A teacher of mine here at the U of M, this guy in the CSCL/SCMC program named Kjel Johnson, once said when he and I were once discussing the finer points of the films placed in the Criterion Collection, that Wes Anderson could film himself taking a shit for two hours, place some French pop song circa 1966-1968 on the soundtrack, and people would call it a work of staggering genius, and of course, upon its release on DVD, it would inevitably be placed with hallowed status into the Criterion Collection, next to likes of The Third Man and Breathless (the original French one, not the horrid Richard Gere remake). This statement, while made to be a joke, is, to an extent, quite true.

Now before I continue on here, I must remind you all that I am fully aware of how bullshit the Criterion Collection is. I mean, for Christ's sake, ARMAGEDDON is on there, and as much as I enjoy the hell out of a good space adventure (even when flames seem to be able to exist in a vacuum in said adventure), the idea of a film directed by Michael Bay being placed next to the likes of classics like I mentioned before makes me want to vomit up the delicious Bruegger's Bagels "Everything Bagel BLT" I ate only an hour ago. Before I digress further with my hatred of Michael Bay's films, I must return to the topic at hand: Wes Anderson's films. We will skip past Bottle Rocket and Rushmore, by the way.

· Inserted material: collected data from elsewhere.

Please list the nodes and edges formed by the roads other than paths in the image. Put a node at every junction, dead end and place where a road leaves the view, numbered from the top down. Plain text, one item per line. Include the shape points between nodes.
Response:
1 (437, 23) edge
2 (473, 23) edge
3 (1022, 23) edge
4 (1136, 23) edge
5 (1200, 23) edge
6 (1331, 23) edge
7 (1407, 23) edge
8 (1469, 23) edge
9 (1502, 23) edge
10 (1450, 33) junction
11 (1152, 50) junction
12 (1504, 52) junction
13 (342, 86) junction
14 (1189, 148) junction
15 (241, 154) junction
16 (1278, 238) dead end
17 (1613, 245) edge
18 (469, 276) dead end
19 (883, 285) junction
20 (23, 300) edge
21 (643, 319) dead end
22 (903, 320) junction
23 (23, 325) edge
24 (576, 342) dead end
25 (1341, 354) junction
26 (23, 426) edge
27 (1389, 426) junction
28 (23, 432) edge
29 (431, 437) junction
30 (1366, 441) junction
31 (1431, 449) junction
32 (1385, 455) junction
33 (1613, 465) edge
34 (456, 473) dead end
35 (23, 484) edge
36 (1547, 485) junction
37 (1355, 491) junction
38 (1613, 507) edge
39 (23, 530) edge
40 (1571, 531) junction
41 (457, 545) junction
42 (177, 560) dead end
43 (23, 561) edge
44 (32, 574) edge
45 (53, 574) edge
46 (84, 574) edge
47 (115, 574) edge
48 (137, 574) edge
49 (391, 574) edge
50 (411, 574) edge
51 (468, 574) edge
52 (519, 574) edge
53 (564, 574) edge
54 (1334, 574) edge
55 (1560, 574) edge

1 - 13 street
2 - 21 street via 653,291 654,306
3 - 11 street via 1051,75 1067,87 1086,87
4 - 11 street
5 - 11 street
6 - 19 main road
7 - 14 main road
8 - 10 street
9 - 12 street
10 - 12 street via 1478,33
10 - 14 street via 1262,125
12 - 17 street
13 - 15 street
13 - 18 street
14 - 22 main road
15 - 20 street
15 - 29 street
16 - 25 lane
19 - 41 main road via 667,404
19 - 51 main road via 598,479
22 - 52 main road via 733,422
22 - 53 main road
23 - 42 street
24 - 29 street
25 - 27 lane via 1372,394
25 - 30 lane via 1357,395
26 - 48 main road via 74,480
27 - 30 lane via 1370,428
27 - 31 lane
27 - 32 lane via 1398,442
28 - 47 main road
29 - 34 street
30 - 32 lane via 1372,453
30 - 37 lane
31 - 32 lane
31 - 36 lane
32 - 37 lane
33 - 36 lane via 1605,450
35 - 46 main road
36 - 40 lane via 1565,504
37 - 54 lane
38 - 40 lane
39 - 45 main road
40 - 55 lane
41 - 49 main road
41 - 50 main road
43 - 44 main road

All right, so back in 2001, The Royal Tenenbaums was released to wide critical acclaim. And for pretty good reason: it's a good movie, with good acting, good writing, et cetera. The whimsical humor worked for me at the time, and the soundtrack, surprisingly, did not piss me off. It was a loved film of that year. However, we flash forward to 2005 when The Life Aquatic With Steve Zissou was released, which I see to be quite possibly the worst film of that year. For Christ's sake, Revenge of the Sith was infinitely more gripping than that film. Life Aquatic was an exercise in unoriginality and pretentious "indie" filmmaking. First off, how many times, by that point, had we seen Bill Murray play the tragiccomic role that he was in that movie? A sad, schlub of a man, used to be "the shit" and now he's not and dealing with it through his own personal odyssey. Let's see...you can work that character into any other Wes Anderson film he was in previously in one way or another, and in regards to the odyssey he must take, can anyone say Lost in Translation (great film!) or Broken Flowers (somewhat decent film!)? Okay, so that's really just unoriginality at work. The more disturbing aspect of the film is the random Brazillian guy who plays David Bowie songs on his fucking ukelele and sings them in Porteguese. That is goddamn post-modern pastiche at work and just proves how trivial of a movie it is. Instead of making actually clever and funny jokes related to the narrative, Anderson (and the Wilsons) opted for writing in a character who just makes semi-vague references to a musician they like for yucks and giggles. Friends, I must make this clear right now and I will not repeat myself (because I am so certain that you are dying to hear my words): that is not good writing; that is a cop-out.

Okay. So Wes Anderson has failed...but then in 2007 came this lovely film, The Darjeeling Limited, a filmed disliked and even maligned by his fans. I still can't see why: it contains all the trappings of a great Wes Anderson film. It took a VERY large amount of self-restraint to not throttle this repugnant-looking indie girl outside of the Uptown Theater who said very matter-of-factly, "I thought Life Aquatic was SO much better." This film saved Anderson's reputation for me, honestly. Why was that? We had endured films by him written by the same people until now, that's why. This film was about change and moving on; if anything this film was VERY personal, especially with the blatantly symbollic scene at the beginning with Bill Murray being left behind at the train station in favor of Adrian Brody's boarding.

So the very itty-bitty optimistic side of me has hope for Anderson. Maybe he'll get the writers of American Pie to help him with his next movie. As absolutely bat shit as that may sound, I think it could produce something interesting, if not phenomenal.